[EXERCISE PROMPT] The word "Desmond" marks the lines to keep; find each one in the data and copy it.

[GIVEN DATA]
- Opening Delimiter -
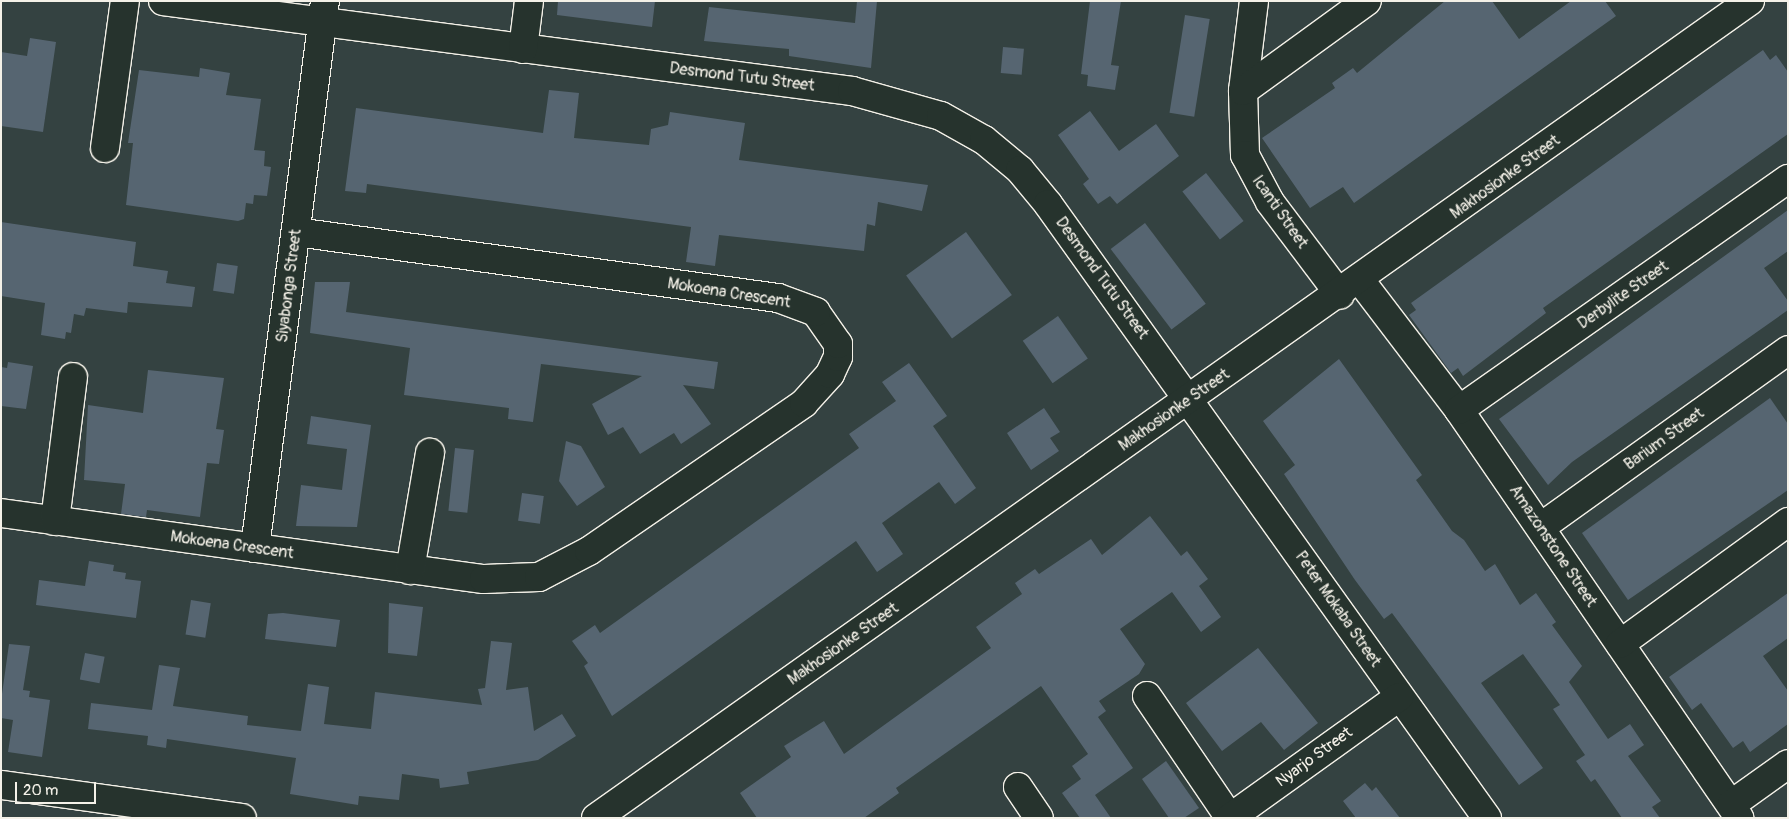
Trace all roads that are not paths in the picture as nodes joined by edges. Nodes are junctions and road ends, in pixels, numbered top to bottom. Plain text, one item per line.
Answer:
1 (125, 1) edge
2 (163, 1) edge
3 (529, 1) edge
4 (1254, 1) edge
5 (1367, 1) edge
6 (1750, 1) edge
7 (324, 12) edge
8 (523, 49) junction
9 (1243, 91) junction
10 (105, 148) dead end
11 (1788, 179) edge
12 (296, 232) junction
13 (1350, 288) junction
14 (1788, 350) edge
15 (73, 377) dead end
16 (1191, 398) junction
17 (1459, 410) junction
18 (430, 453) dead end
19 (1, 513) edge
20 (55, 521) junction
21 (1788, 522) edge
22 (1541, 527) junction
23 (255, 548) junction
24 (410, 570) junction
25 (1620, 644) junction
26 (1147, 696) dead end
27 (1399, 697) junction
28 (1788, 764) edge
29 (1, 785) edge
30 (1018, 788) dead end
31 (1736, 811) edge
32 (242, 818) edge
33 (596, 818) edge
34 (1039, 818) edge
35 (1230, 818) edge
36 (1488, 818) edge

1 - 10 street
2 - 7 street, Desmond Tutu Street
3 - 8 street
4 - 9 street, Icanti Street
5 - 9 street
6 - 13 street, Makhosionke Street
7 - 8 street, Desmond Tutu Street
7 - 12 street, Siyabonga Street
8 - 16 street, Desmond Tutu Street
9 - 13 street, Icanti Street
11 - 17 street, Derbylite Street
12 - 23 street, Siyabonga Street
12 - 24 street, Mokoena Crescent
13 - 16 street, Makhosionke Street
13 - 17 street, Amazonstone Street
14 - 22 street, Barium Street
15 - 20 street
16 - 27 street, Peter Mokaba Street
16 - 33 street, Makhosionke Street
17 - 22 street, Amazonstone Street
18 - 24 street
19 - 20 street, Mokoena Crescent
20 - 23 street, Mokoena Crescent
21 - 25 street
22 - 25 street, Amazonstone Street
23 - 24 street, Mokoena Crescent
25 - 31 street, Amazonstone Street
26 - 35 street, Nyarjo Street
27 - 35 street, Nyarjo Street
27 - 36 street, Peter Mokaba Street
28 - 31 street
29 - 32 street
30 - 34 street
- Closing Delimiter -
[ANSWER BOX]
2 - 7 street, Desmond Tutu Street
7 - 8 street, Desmond Tutu Street
8 - 16 street, Desmond Tutu Street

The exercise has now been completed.